Treo Delay Spurs Palm Earnings Shortfall

A snag in gaining U.S. approval of its latest Treo smartphone will cause Palm  to report lower-than-expected earnings for the second fiscal quarter.

The delay means Palm projects earnings between $390 million to $395 million, down from the $430 million the handheld maker expected in September.

Per-share revenue expectations also fell to 10 to 11 cents, compared to previous expectations of 15 to 18 cents, Palm said in a statement.

Palm, which expects to post Q2 earnings December 19, said the revenue shortfall was due to a “delay in completing the certification process for a product that the company had previously expected to ship within the quarter.”

The Treo 750 should be available in the U.S. in the third-quarter of 2007, Palm CEO Ed Colligan said in the statement.

Palm shares fell $1.08 to 14.33 in mid-morning trading.

The 11 percent drop in projected sales for the second quarter of fiscal year 2007 caused Merrill Lynch to downgrade the stock to “neutral” from “buy.”

While the Treo 750 and the consumer-oriented 680 could alter prospects in 2007, the financial analysts viewed the downgraded revenue expectations as the “third consecutive misstep” behind increased competition from Motorola’s Q smartphone and a delayed European launch of the Treo 750v.

Palm’s stumble could be an advantage for Research in Motion (RIM) , which Merrill Lynch said remains the top smartphone player, thanks to its popular Blackberry gadgets.

One thing going in Palm’s favor is that the pulse of the smartphone market remains strong, especially in Europe, which tends to be ahead of the U.S. on the gadget curve.

Smartphone sell-through across our existing products is strong, reflecting solid business fundamentals in the face of significant competitive pressure,” Colligan said.

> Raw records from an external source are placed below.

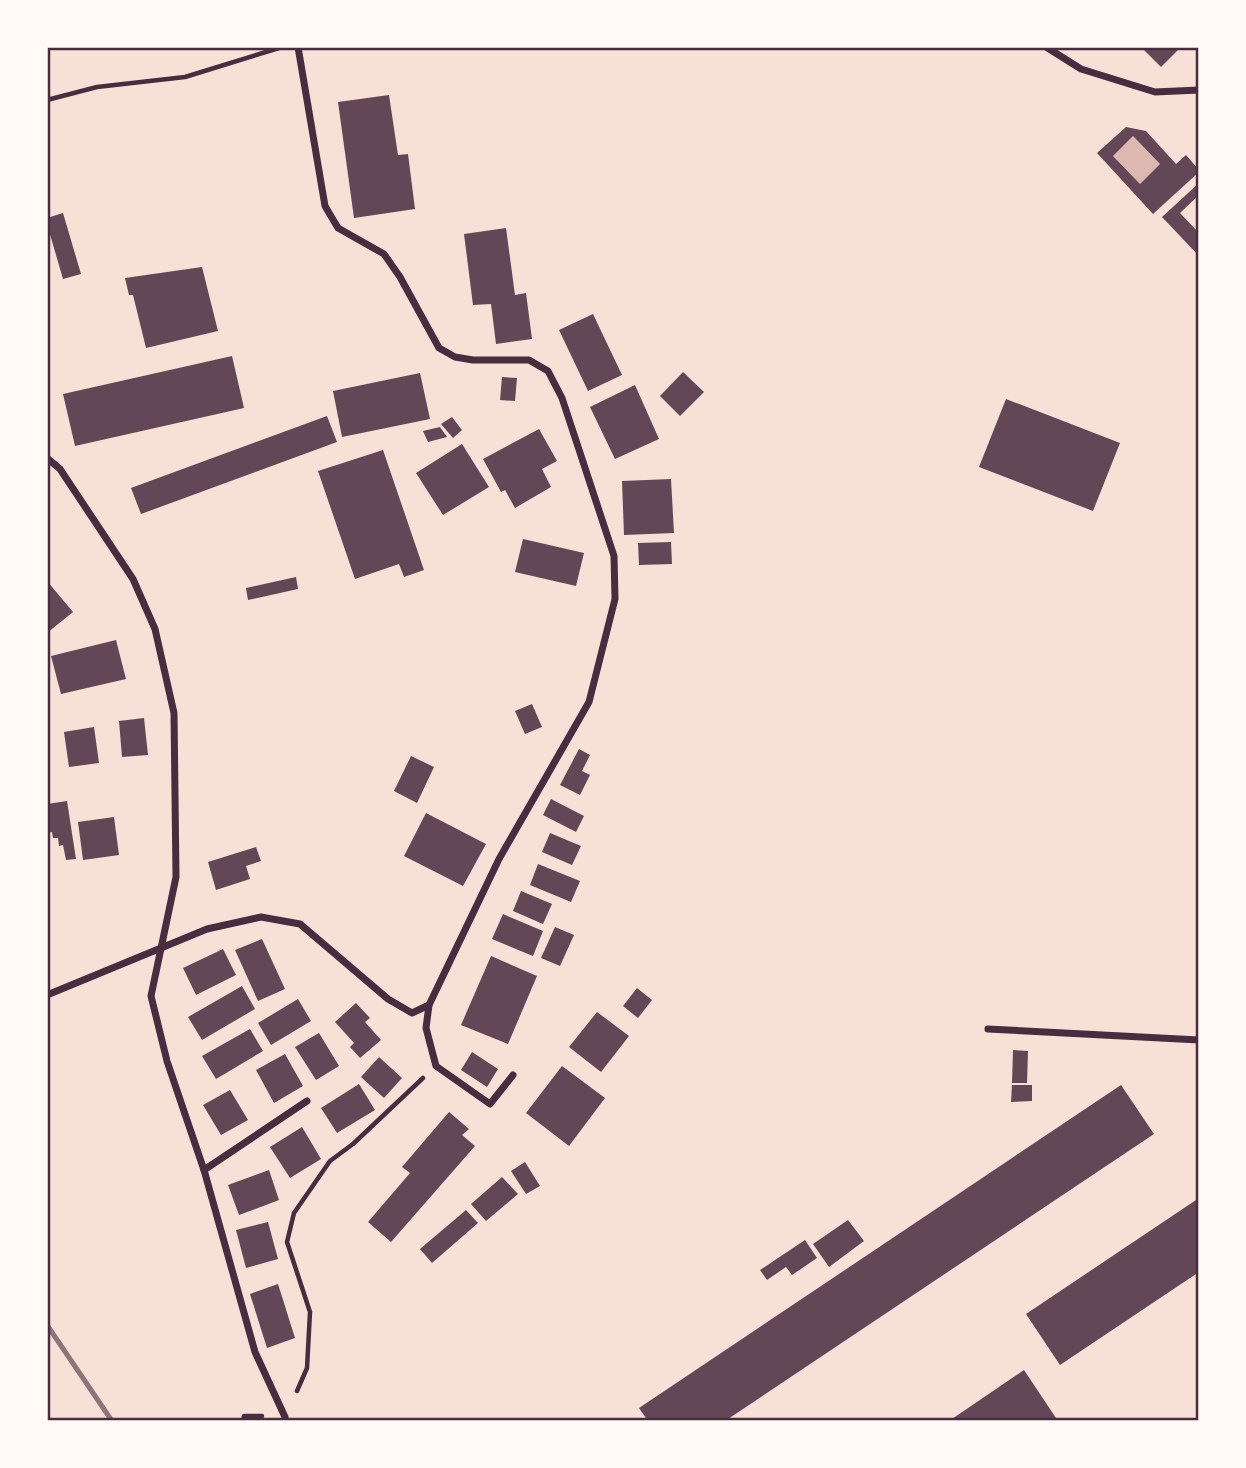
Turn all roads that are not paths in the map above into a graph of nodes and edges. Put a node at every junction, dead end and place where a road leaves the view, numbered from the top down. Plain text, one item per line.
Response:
1 (298, 47) edge
2 (1046, 47) edge
3 (1199, 90) edge
4 (47, 458) edge
5 (160, 948) junction
6 (47, 995) edge
7 (429, 1005) junction
8 (988, 1029) dead end
9 (1199, 1040) edge
10 (513, 1075) dead end
11 (307, 1101) dead end
12 (205, 1170) junction
13 (285, 1417) road end

1 - 7 street
2 - 3 street
4 - 5 street
5 - 6 street
5 - 7 street
5 - 12 street
7 - 10 street
8 - 9 street
11 - 12 street
12 - 13 street

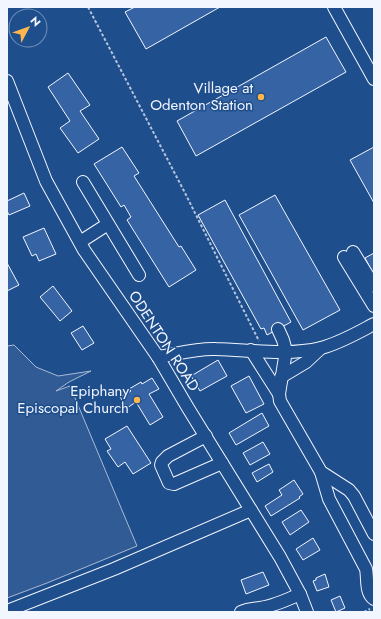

Despite the lag in launching the 750 in the U.S., Palm’s 750v, a GSM phone available through Vodaphone, “is doing quite well,” according to Colligan. International revenue for the fiscal second-quarter should be strong, Palm predicted.

Palm has been shifting more resources to Europe, where they see greater freedom in introducing products, according to Randy Giusto, an IDC analyst who co-authored a survey on smartphone interest in Europe and Asia.

The difference between U.S. and European carriers is control, said Giusto. U.S. carriers insist on controlling every aspect of a new handset, down to what logo is shown when a handset is used. Any delay in U.S. certification likely rests with the carrier, suggested Giusto.

While the Merrill Lynch report named Cingular as the U.S. carrier for both the 750 and 680, Palm refused to confirm if a carrier is to blame for the holdup.

“This is a collaborative process here,” spokeswoman Marlene Somsak told

Unlike in Europe, where carriers agree on one standard — GSM — Palm and other handset vendors must have products certified to work with a number of competing U.S. standards, Somsak said.

To illustrate how quickly a product can be introduced in Europe compared to the U.S., Somsak pointed to the July agreement between Palm, Microsoft  and Vodafone to launch a 3G Treo.

Within months, the handset was available, Somsak said. “In short order, Europe will be as big or bigger” as a market, she added.

Meanwhile, Palm’s Q2 shortfall comes as competitors Motorola  and Nokia  came to the market with new smartphones today.

Motorola launched the Motofone for both GSM and CDMA protocols. The device offers an “intuitive new interface built with icons and voice versus text,” as well as voice prompts specifically tailored to local markets.

Nokia issued the Nokia 6290 Smartphone, which combines the power of the S60 3rd Edition and 3G and supports new features, including multiple alarms and “quick cover” access keys to improve usability.